Saved entries:
········

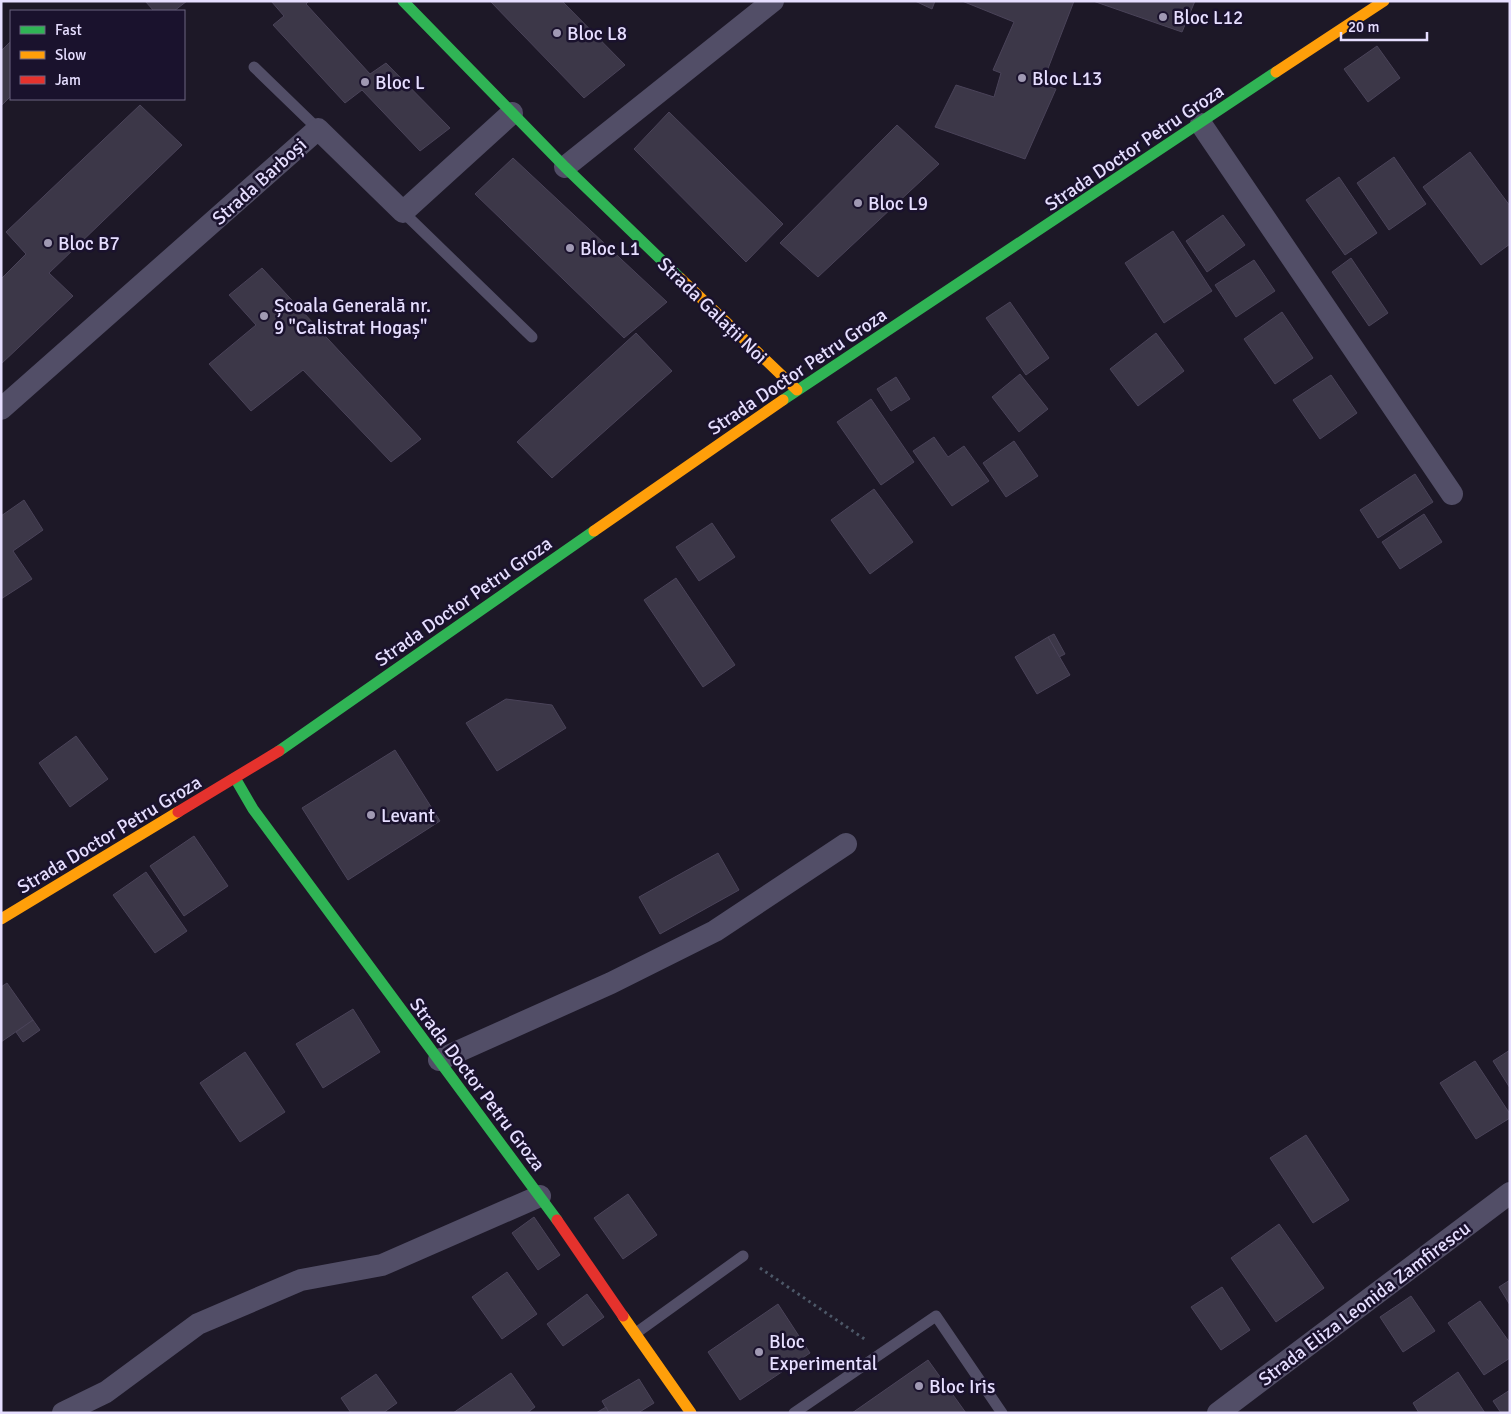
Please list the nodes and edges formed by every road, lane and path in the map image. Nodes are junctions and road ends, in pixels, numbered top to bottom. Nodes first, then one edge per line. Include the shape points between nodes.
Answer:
1 (403, 1) edge
2 (773, 1) edge
3 (1384, 1) edge
4 (254, 67) dead end
5 (512, 113) junction
6 (1201, 124) junction
7 (318, 129) junction
8 (565, 167) junction
9 (403, 212) junction
10 (532, 337) dead end
11 (797, 390) junction
12 (1, 409) edge
13 (1452, 494) dead end
14 (235, 778) junction
15 (846, 844) dead end
16 (1, 919) edge
17 (439, 1060) junction
18 (1510, 1193) edge
19 (540, 1196) junction
20 (743, 1256) joint
21 (636, 1333) junction
22 (883, 1352) junction
23 (63, 1413) edge
24 (692, 1413) edge
25 (794, 1413) edge
26 (1002, 1413) edge
27 (1218, 1413) edge

1 - 5 street, Strada Galații Noi
2 - 8 street
3 - 6 street, Strada Doctor Petru Groza
4 - 7 lane
5 - 8 street, Strada Galații Noi
5 - 9 street
6 - 11 street, Strada Doctor Petru Groza
6 - 13 street
7 - 9 street, Strada Barboși
7 - 12 street, Strada Barboși
8 - 11 street, Strada Galații Noi
9 - 10 lane
11 - 14 street, Strada Doctor Petru Groza via 273,755
14 - 16 street, Strada Doctor Petru Groza
14 - 17 street, Strada Doctor Petru Groza via 253,809
15 - 17 street via 715,931 611,983
17 - 19 street, Strada Doctor Petru Groza
18 - 27 street, Strada Eliza Leonida Zamfirescu
19 - 21 street, Strada Doctor Petru Groza
19 - 23 street via 382,1265 301,1280 198,1324 106,1392
20 - 21 lane
20 - 22 path
21 - 24 street, Strada Doctor Petru Groza
22 - 25 lane
22 - 26 lane via 936,1316

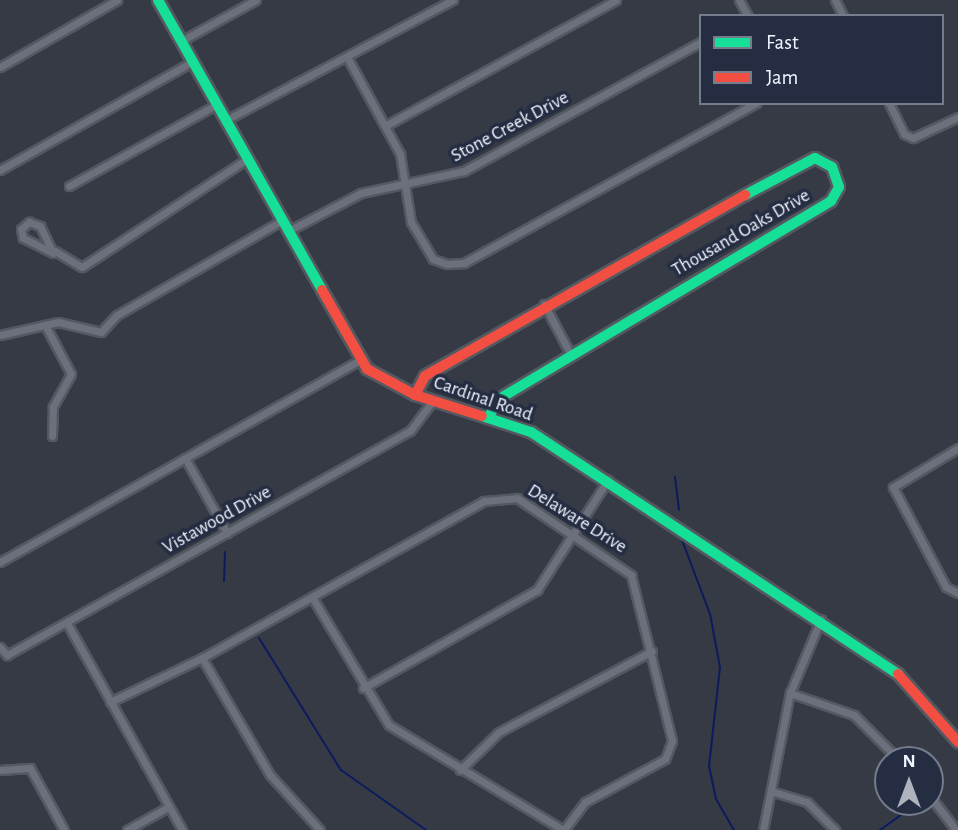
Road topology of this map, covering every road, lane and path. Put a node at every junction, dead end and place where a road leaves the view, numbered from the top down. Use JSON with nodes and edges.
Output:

········

With the pictures excluded, the records are to be reproduced exactly.

Please list the nodes and edges formed by every road, lane and path in the map image. Nodes are junctions and road ends, in pixels, numbered top to bottom. Nodes first, then one edge per line. Include the shape points between nodes.
Answer:
1 (403, 1) edge
2 (773, 1) edge
3 (1384, 1) edge
4 (254, 67) dead end
5 (512, 113) junction
6 (1201, 124) junction
7 (318, 129) junction
8 (565, 167) junction
9 (403, 212) junction
10 (532, 337) dead end
11 (797, 390) junction
12 (1, 409) edge
13 (1452, 494) dead end
14 (235, 778) junction
15 (846, 844) dead end
16 (1, 919) edge
17 (439, 1060) junction
18 (1510, 1193) edge
19 (540, 1196) junction
20 (743, 1256) joint
21 (636, 1333) junction
22 (883, 1352) junction
23 (63, 1413) edge
24 (692, 1413) edge
25 (794, 1413) edge
26 (1002, 1413) edge
27 (1218, 1413) edge

1 - 5 street, Strada Galații Noi
2 - 8 street
3 - 6 street, Strada Doctor Petru Groza
4 - 7 lane
5 - 8 street, Strada Galații Noi
5 - 9 street
6 - 11 street, Strada Doctor Petru Groza
6 - 13 street
7 - 9 street, Strada Barboși
7 - 12 street, Strada Barboși
8 - 11 street, Strada Galații Noi
9 - 10 lane
11 - 14 street, Strada Doctor Petru Groza via 273,755
14 - 16 street, Strada Doctor Petru Groza
14 - 17 street, Strada Doctor Petru Groza via 253,809
15 - 17 street via 715,931 611,983
17 - 19 street, Strada Doctor Petru Groza
18 - 27 street, Strada Eliza Leonida Zamfirescu
19 - 21 street, Strada Doctor Petru Groza
19 - 23 street via 382,1265 301,1280 198,1324 106,1392
20 - 21 lane
20 - 22 path
21 - 24 street, Strada Doctor Petru Groza
22 - 25 lane
22 - 26 lane via 936,1316

Road topology of this map, covering every road, lane and path. Put a node at every junction, dead end and place where a road leaves the view, numbered from the top down. Use JSON with nodes and edges.
Output:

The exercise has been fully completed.